◆ ASSIGNMENT:
Please copy every line of the records below that holds the word "Weiske".
BEGIN
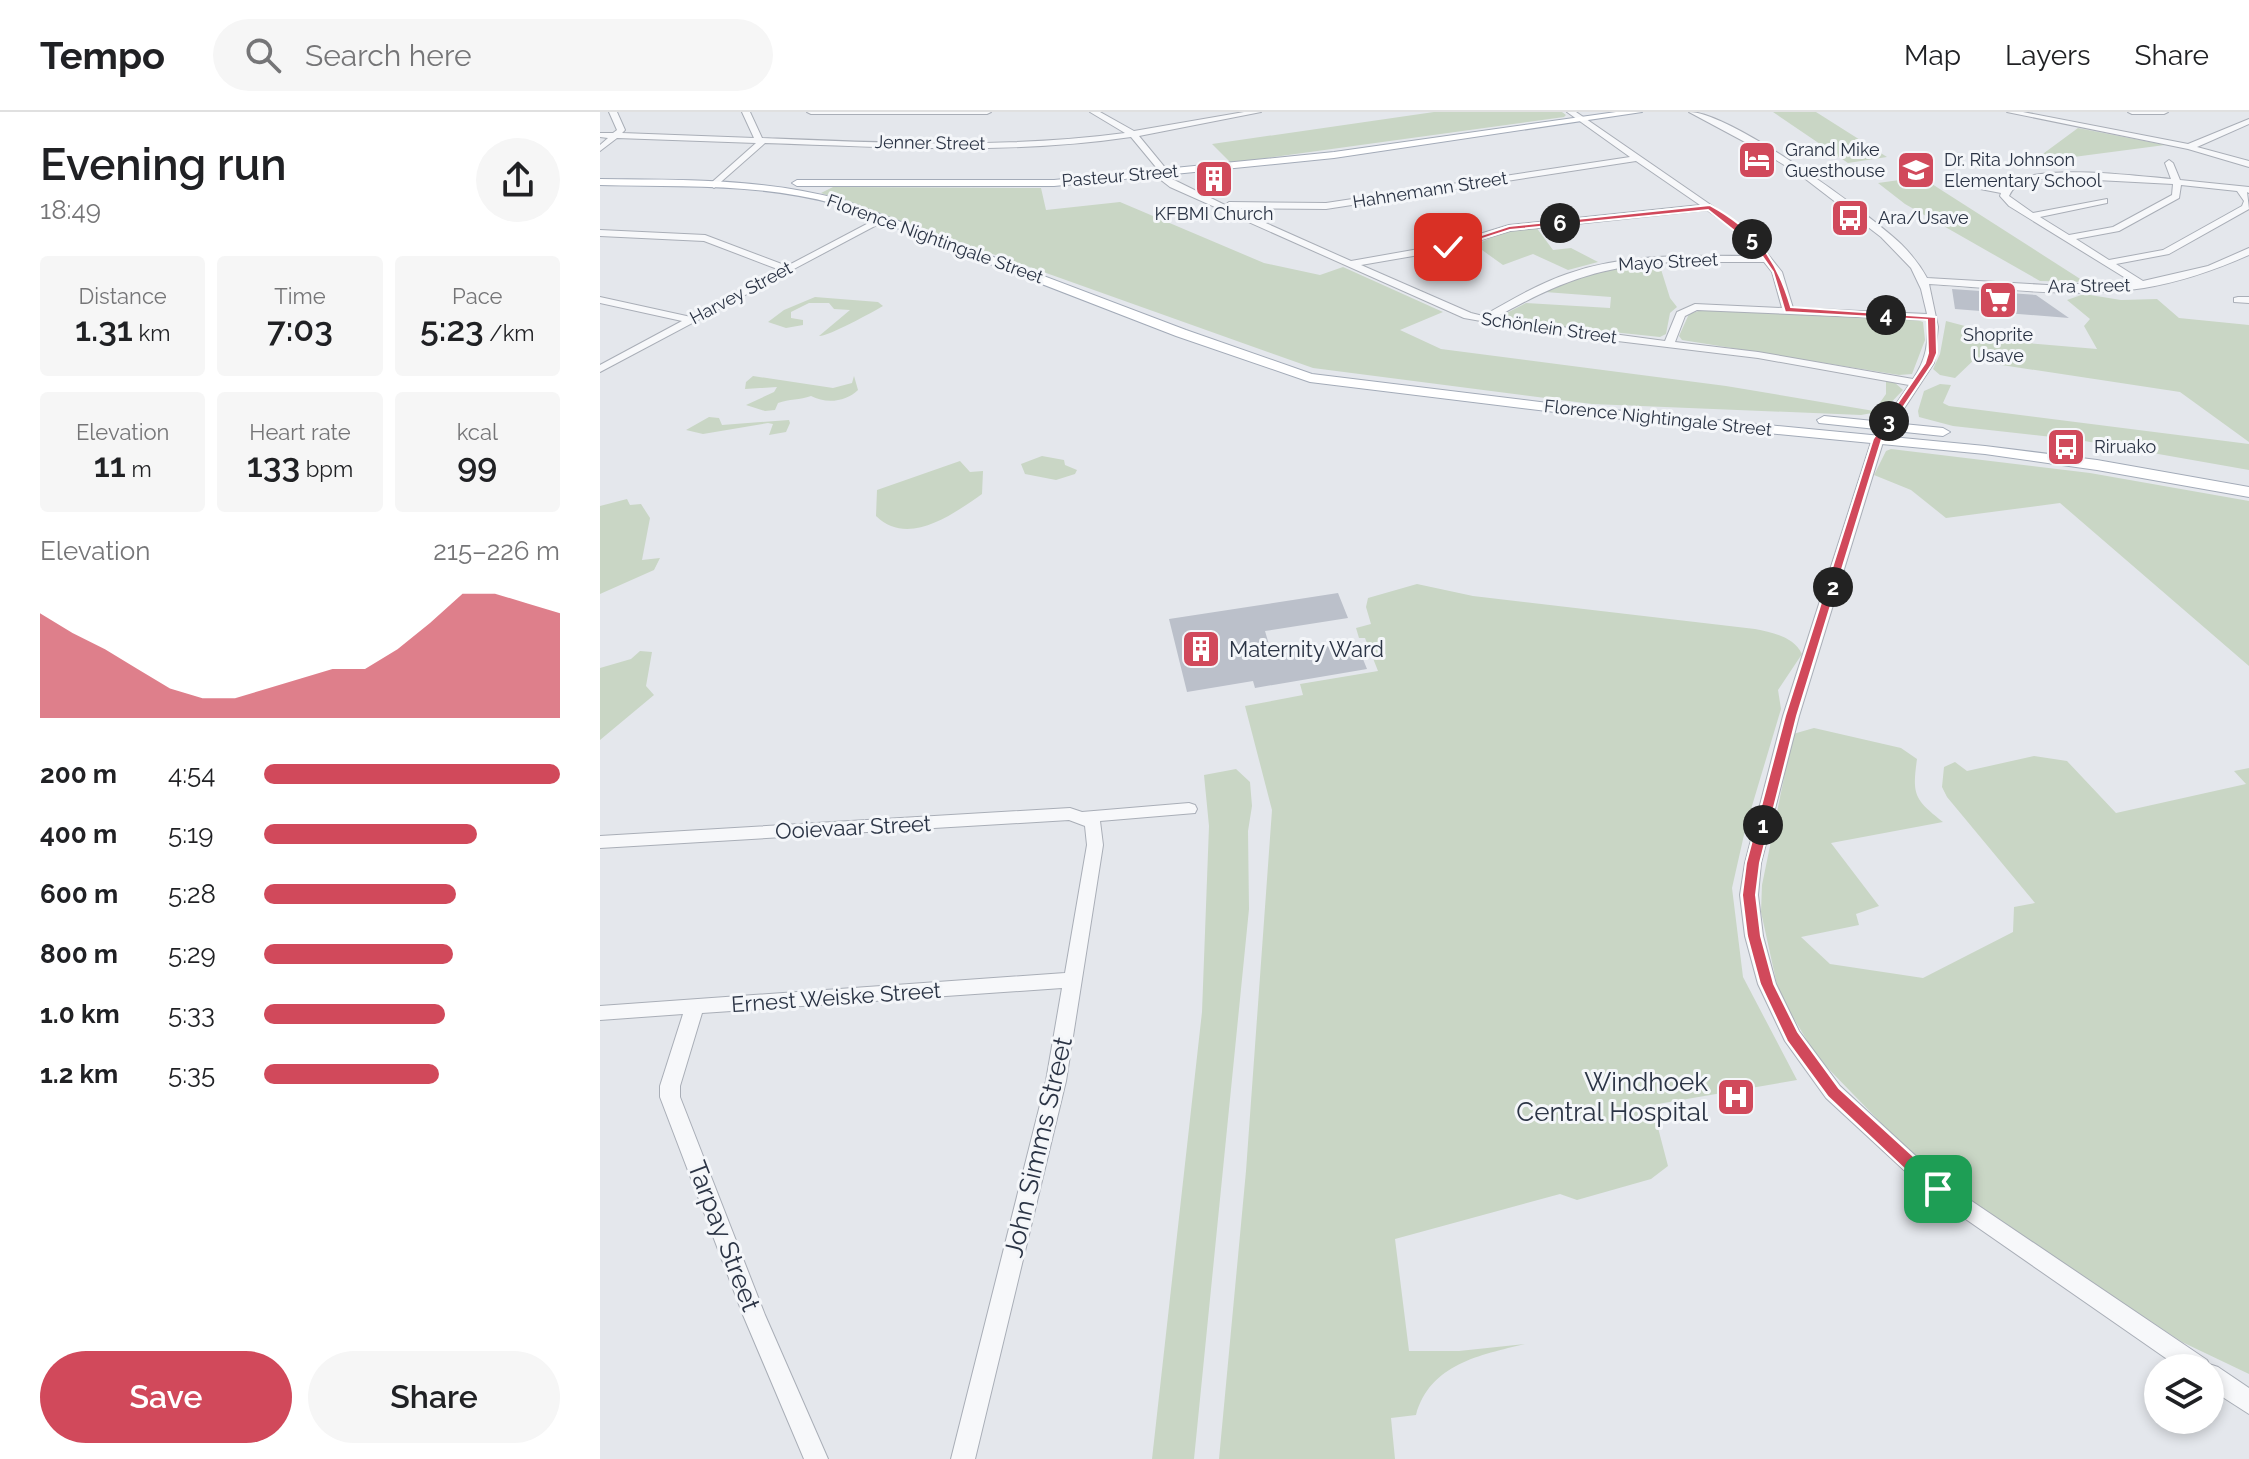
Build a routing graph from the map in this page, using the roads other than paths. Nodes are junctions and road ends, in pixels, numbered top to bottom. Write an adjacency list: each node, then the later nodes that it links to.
1 (613, 112): 19 (street)
2 (746, 112): 3 (street); 21 (street)
3 (755, 112)
4 (811, 112): 5 (street)
5 (987, 112)
6 (1094, 112): 17 (street, Schönlein Street)
7 (1257, 112): 17 (street, Jenner Street)
8 (1571, 112): 14 (street)
9 (1637, 112): 14 (main road, Pasteur Street)
10 (1693, 112): 49 (street)
11 (2011, 112): 22 (street)
12 (2132, 112): 13 (street)
13 (2164, 112)
14 (1584, 119): 24 (street); 27 (main road, Pasteur Street)
15 (2249, 121): 16 (street)
16 (2228, 130): 20 (street); 22 (street)
17 (1133, 134): 21 (street, Jenner Street); 27 (street, Schönlein Street)
18 (600, 135): 19 (street, Jenner Street)
19 (617, 136): 21 (street, Jenner Street); 23 (street)
20 (2249, 136)
21 (761, 140): 31 (street)
22 (2189, 147): 26 (street)
23 (600, 149)
24 (1640, 158): 38 (street, Hahnemann Street); 39 (street)
25 (2169, 163): 30 (street)
26 (2249, 164)
27 (1164, 172): 29 (main road, Pasteur Street); 38 (street, Schönlein Street)
28 (600, 182): 31 (main road, Pasteur Street)
29 (799, 183): 32 (main road, Pasteur Street); 35 (main road)
30 (2177, 184): 34 (street); 36 (street); 43 (street)
31 (714, 185): 32 (main road, Pasteur Street)
32 (740, 185): 35 (main road, Florence Nightingale Street)
33 (1973, 185): 36 (street)
34 (2244, 189): 46 (street)
35 (788, 191): 41 (main road, Florence Nightingale Street)
36 (2006, 191): 40 (street)
37 (2104, 201): 40 (street)
38 (1218, 205): 47 (street, Schönlein Street)
39 (1710, 207): 45 (street); 47 (street)
40 (2032, 216): 43 (street)
41 (883, 219): 48 (street, Harvey Street); 59 (main road, Florence Nightingale Street)
42 (600, 233): 48 (street)
43 (2068, 238): 46 (street)
44 (2249, 251): 50 (street, Ara Street)
45 (1769, 259): 52 (street); 55 (street, Mayo Street)
46 (2108, 263): 50 (street)
47 (1349, 264): 55 (street, Schönlein Street)
48 (786, 269): 54 (street, Harvey Street)
49 (1923, 281): 50 (street, Ara Street); 53 (street)
50 (2143, 285)
51 (600, 300): 54 (street)
52 (1788, 310): 53 (street); 56 (street)
53 (1931, 317): 58 (street)
54 (691, 320): 57 (street, Harvey Street)
55 (1483, 320): 56 (street, Schönlein Street)
56 (1669, 344): 58 (street, Schönlein Street)
57 (600, 369)
58 (1917, 383): 59 (street)
59 (1882, 432): 60 (main road, Florence Nightingale Street); 61 (main road, Florence Nightingale Street); 68 (street)
60 (2249, 478)
61 (2249, 492)
62 (1189, 809): 63 (street, Ooievaar Street)
63 (1091, 825): 64 (street, Ooievaar Street); 65 (street, John Simms Street)
64 (600, 842)
65 (1071, 980): 66 (street, Ernest Weiske Street); 72 (street, John Simms Street)
66 (695, 1007): 67 (street, Ernest Weiske Street); 71 (street, Tarpay Street)
67 (600, 1013)
68 (2179, 1354)
69 (2224, 1385): 70 (street)
70 (2249, 1402)
71 (816, 1459)
72 (963, 1459)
END
◆ ANSWER TO THE EXERCISE:
65 (1071, 980): 66 (street, Ernest Weiske Street); 72 (street, John Simms Street)
66 (695, 1007): 67 (street, Ernest Weiske Street); 71 (street, Tarpay Street)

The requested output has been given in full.